◆ **PROBLEM STATEMENT**: Starting from the line that contains "Please list the", reproduce each line exactly through the end of the material, and include no other lines.
══════════
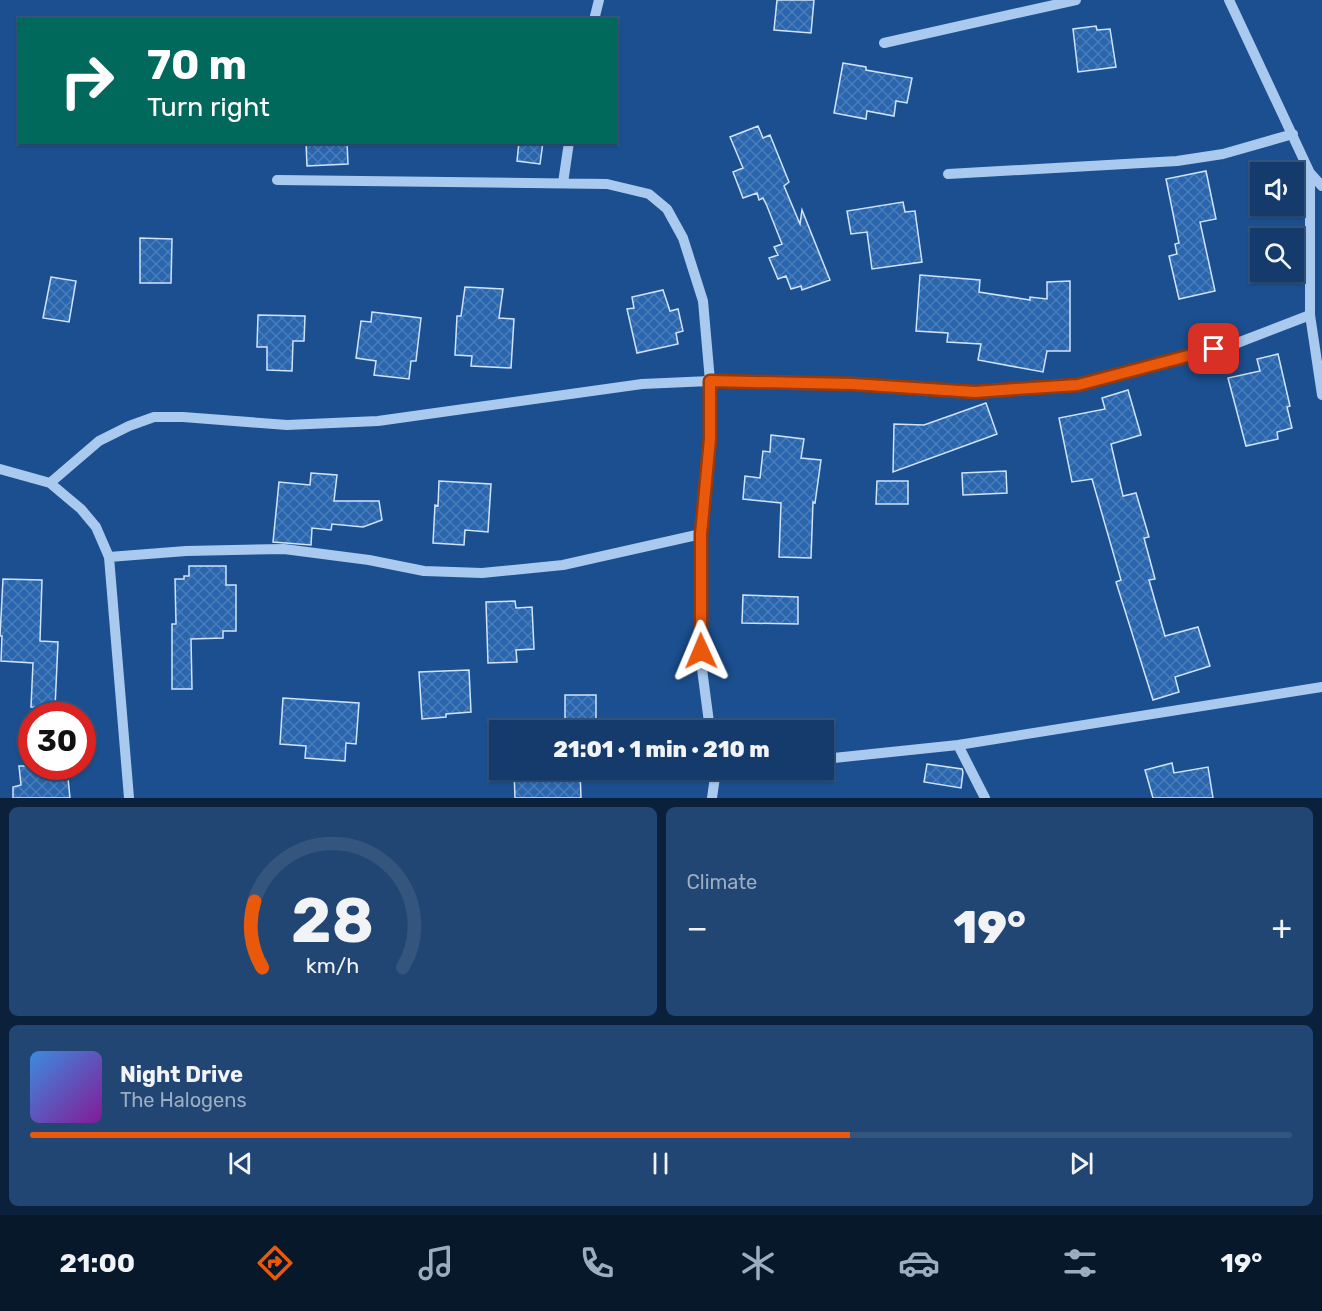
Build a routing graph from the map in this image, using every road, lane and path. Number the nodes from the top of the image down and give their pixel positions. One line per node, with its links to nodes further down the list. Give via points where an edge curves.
1 (598, 0): 4 (street)
2 (1076, 0): 5 (street)
3 (1229, 0): 6 (street)
4 (594, 18)
5 (884, 43)
6 (1293, 134): 8 (street); 9 (street, via 1223,154 1177,161)
7 (569, 144): 11 (street)
8 (1310, 173): 12 (street); 13 (street)
9 (948, 174)
10 (277, 180): 11 (street)
11 (563, 183): 14 (street, via 630,188 649,194 667,209 683,238 703,301)
12 (1322, 186)
13 (1310, 315): 14 (street, via 1232,345 1078,385 975,392); 15 (street)
14 (710, 381): 17 (street, via 642,384 378,421 287,425 154,417 99,441); 18 (street, via 710,439)
15 (1322, 395)
16 (0, 469): 17 (street)
17 (50, 483): 19 (street, via 96,527)
18 (701, 534): 19 (street, via 563,565 483,573 424,571 284,549); 21 (street, via 702,669)
19 (109, 557): 25 (street)
20 (1322, 687): 22 (street)
21 (709, 720)
22 (958, 745): 23 (street); 27 (street)
23 (834, 758)
24 (717, 780): 26 (street)
25 (129, 798)
26 (712, 798)
27 (985, 798)

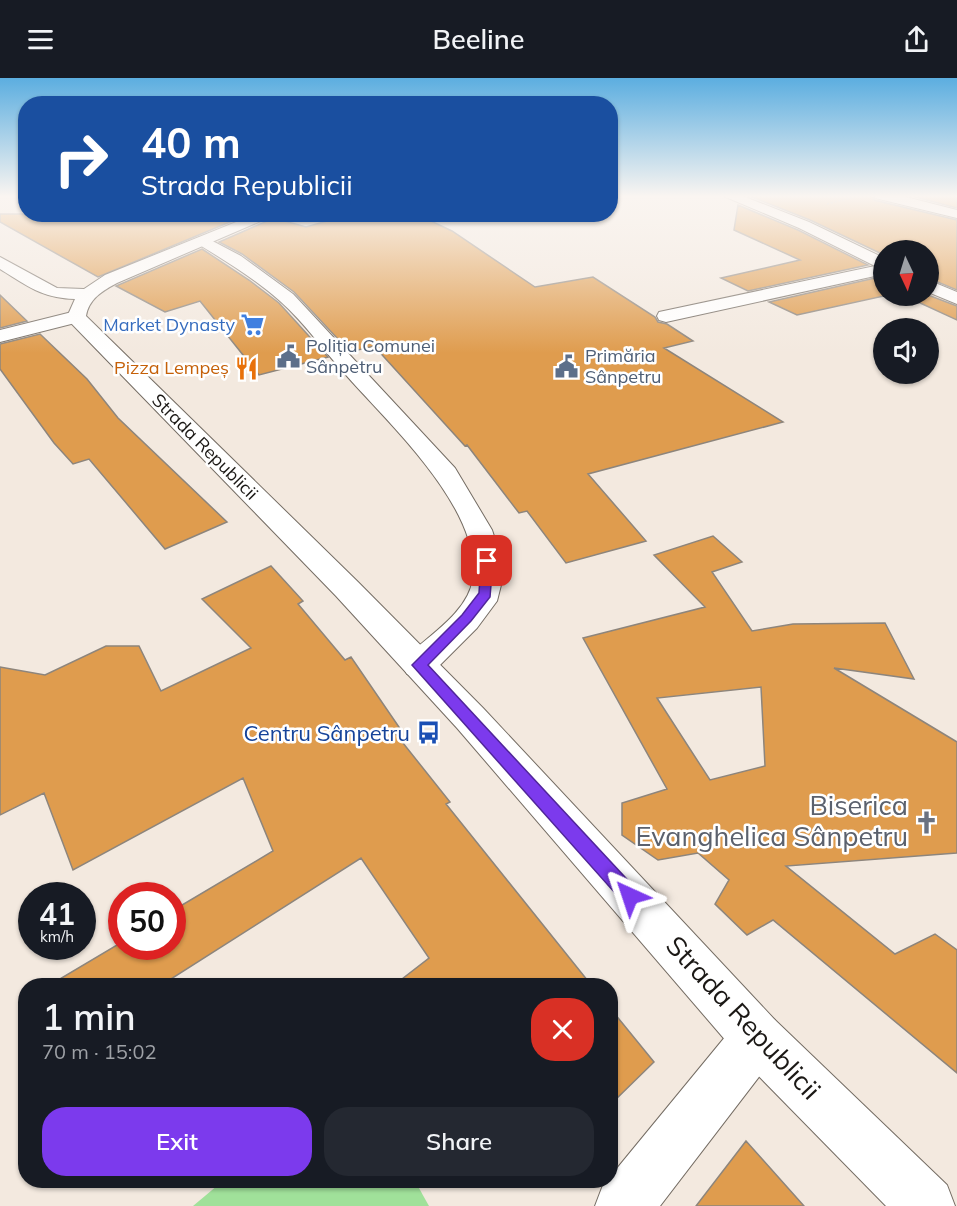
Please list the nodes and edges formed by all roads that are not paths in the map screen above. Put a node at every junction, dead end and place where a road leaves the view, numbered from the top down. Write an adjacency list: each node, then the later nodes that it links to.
1 (187, 248): 9 (street)
2 (214, 248): 12 (street)
3 (850, 248): 4 (street)
4 (873, 259)
5 (0, 262): 9 (street)
6 (873, 271): 10 (street)
7 (939, 290): 8 (street)
8 (957, 299)
9 (81, 306): 11 (street); 12 (street, Strada Republicii)
10 (666, 316)
11 (0, 336)
12 (419, 665): 13 (street, Strada Republicii)
13 (757, 1038): 14 (street); 15 (street, Strada Republicii)
14 (624, 1206)
15 (926, 1206)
══════════
◆ **TASK RESULT**:
Please list the nodes and edges formed by all roads that are not paths in the map screen above. Put a node at every junction, dead end and place where a road leaves the view, numbered from the top down. Write an adjacency list: each node, then the later nodes that it links to.
1 (187, 248): 9 (street)
2 (214, 248): 12 (street)
3 (850, 248): 4 (street)
4 (873, 259)
5 (0, 262): 9 (street)
6 (873, 271): 10 (street)
7 (939, 290): 8 (street)
8 (957, 299)
9 (81, 306): 11 (street); 12 (street, Strada Republicii)
10 (666, 316)
11 (0, 336)
12 (419, 665): 13 (street, Strada Republicii)
13 (757, 1038): 14 (street); 15 (street, Strada Republicii)
14 (624, 1206)
15 (926, 1206)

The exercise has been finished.